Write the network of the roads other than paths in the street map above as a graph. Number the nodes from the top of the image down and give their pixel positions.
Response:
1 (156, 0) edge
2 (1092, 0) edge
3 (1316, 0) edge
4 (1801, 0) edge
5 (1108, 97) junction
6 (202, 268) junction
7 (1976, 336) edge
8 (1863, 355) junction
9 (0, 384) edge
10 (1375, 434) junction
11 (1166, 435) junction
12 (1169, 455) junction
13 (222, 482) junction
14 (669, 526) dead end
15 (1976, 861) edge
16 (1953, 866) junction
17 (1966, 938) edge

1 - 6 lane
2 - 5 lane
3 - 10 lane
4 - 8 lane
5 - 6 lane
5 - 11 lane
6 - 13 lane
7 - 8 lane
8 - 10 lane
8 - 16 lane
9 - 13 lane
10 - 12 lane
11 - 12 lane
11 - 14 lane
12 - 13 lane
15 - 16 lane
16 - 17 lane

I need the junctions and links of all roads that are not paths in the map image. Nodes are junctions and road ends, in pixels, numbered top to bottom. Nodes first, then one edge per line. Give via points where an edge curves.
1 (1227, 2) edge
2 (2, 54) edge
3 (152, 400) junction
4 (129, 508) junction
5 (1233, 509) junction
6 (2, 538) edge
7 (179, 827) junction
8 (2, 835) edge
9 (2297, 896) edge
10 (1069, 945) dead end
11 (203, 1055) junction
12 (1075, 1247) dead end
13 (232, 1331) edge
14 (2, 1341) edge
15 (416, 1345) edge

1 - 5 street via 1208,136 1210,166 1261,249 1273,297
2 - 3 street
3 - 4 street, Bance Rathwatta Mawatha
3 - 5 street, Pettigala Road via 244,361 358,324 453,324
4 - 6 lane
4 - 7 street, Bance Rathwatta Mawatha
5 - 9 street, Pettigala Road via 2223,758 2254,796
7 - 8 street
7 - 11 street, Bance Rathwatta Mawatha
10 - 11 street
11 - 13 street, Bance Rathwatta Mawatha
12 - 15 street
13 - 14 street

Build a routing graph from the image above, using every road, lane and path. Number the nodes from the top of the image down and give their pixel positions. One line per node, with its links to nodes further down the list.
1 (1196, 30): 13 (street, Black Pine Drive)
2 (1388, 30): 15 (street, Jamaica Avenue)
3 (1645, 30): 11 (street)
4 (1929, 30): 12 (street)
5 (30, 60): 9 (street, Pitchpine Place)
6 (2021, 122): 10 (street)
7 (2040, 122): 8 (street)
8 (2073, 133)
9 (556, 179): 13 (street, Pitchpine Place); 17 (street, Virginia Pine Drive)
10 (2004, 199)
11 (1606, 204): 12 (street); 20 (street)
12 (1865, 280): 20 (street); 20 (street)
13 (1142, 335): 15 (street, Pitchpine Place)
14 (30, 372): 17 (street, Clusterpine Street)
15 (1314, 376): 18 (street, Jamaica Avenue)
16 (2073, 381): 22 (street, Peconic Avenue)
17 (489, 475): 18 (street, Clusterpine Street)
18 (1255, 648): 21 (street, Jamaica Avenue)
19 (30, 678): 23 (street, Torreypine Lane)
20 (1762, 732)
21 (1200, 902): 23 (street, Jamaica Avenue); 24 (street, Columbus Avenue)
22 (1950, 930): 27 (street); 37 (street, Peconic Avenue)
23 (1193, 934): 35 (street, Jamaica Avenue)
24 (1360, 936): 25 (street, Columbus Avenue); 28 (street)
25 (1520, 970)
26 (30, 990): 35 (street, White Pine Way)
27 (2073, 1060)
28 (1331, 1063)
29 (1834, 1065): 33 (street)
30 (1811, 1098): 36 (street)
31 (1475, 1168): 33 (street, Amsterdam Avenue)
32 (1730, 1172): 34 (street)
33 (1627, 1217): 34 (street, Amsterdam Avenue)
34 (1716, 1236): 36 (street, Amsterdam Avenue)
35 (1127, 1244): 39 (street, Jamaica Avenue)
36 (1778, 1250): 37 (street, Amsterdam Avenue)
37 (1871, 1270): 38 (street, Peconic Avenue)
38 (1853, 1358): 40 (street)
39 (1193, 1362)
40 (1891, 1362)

* * * * *

*EXERCISE OBJECTIVE:* Transcribe the entire listing above.

*RESPONSE BOX:*
Write the network of the roads other than paths in the street map above as a graph. Number the nodes from the top of the image down and give their pixel positions.
Response:
1 (156, 0) edge
2 (1092, 0) edge
3 (1316, 0) edge
4 (1801, 0) edge
5 (1108, 97) junction
6 (202, 268) junction
7 (1976, 336) edge
8 (1863, 355) junction
9 (0, 384) edge
10 (1375, 434) junction
11 (1166, 435) junction
12 (1169, 455) junction
13 (222, 482) junction
14 (669, 526) dead end
15 (1976, 861) edge
16 (1953, 866) junction
17 (1966, 938) edge

1 - 6 lane
2 - 5 lane
3 - 10 lane
4 - 8 lane
5 - 6 lane
5 - 11 lane
6 - 13 lane
7 - 8 lane
8 - 10 lane
8 - 16 lane
9 - 13 lane
10 - 12 lane
11 - 12 lane
11 - 14 lane
12 - 13 lane
15 - 16 lane
16 - 17 lane

I need the junctions and links of all roads that are not paths in the map image. Nodes are junctions and road ends, in pixels, numbered top to bottom. Nodes first, then one edge per line. Give via points where an edge curves.
1 (1227, 2) edge
2 (2, 54) edge
3 (152, 400) junction
4 (129, 508) junction
5 (1233, 509) junction
6 (2, 538) edge
7 (179, 827) junction
8 (2, 835) edge
9 (2297, 896) edge
10 (1069, 945) dead end
11 (203, 1055) junction
12 (1075, 1247) dead end
13 (232, 1331) edge
14 (2, 1341) edge
15 (416, 1345) edge

1 - 5 street via 1208,136 1210,166 1261,249 1273,297
2 - 3 street
3 - 4 street, Bance Rathwatta Mawatha
3 - 5 street, Pettigala Road via 244,361 358,324 453,324
4 - 6 lane
4 - 7 street, Bance Rathwatta Mawatha
5 - 9 street, Pettigala Road via 2223,758 2254,796
7 - 8 street
7 - 11 street, Bance Rathwatta Mawatha
10 - 11 street
11 - 13 street, Bance Rathwatta Mawatha
12 - 15 street
13 - 14 street

Build a routing graph from the image above, using every road, lane and path. Number the nodes from the top of the image down and give their pixel positions. One line per node, with its links to nodes further down the list.
1 (1196, 30): 13 (street, Black Pine Drive)
2 (1388, 30): 15 (street, Jamaica Avenue)
3 (1645, 30): 11 (street)
4 (1929, 30): 12 (street)
5 (30, 60): 9 (street, Pitchpine Place)
6 (2021, 122): 10 (street)
7 (2040, 122): 8 (street)
8 (2073, 133)
9 (556, 179): 13 (street, Pitchpine Place); 17 (street, Virginia Pine Drive)
10 (2004, 199)
11 (1606, 204): 12 (street); 20 (street)
12 (1865, 280): 20 (street); 20 (street)
13 (1142, 335): 15 (street, Pitchpine Place)
14 (30, 372): 17 (street, Clusterpine Street)
15 (1314, 376): 18 (street, Jamaica Avenue)
16 (2073, 381): 22 (street, Peconic Avenue)
17 (489, 475): 18 (street, Clusterpine Street)
18 (1255, 648): 21 (street, Jamaica Avenue)
19 (30, 678): 23 (street, Torreypine Lane)
20 (1762, 732)
21 (1200, 902): 23 (street, Jamaica Avenue); 24 (street, Columbus Avenue)
22 (1950, 930): 27 (street); 37 (street, Peconic Avenue)
23 (1193, 934): 35 (street, Jamaica Avenue)
24 (1360, 936): 25 (street, Columbus Avenue); 28 (street)
25 (1520, 970)
26 (30, 990): 35 (street, White Pine Way)
27 (2073, 1060)
28 (1331, 1063)
29 (1834, 1065): 33 (street)
30 (1811, 1098): 36 (street)
31 (1475, 1168): 33 (street, Amsterdam Avenue)
32 (1730, 1172): 34 (street)
33 (1627, 1217): 34 (street, Amsterdam Avenue)
34 (1716, 1236): 36 (street, Amsterdam Avenue)
35 (1127, 1244): 39 (street, Jamaica Avenue)
36 (1778, 1250): 37 (street, Amsterdam Avenue)
37 (1871, 1270): 38 (street, Peconic Avenue)
38 (1853, 1358): 40 (street)
39 (1193, 1362)
40 (1891, 1362)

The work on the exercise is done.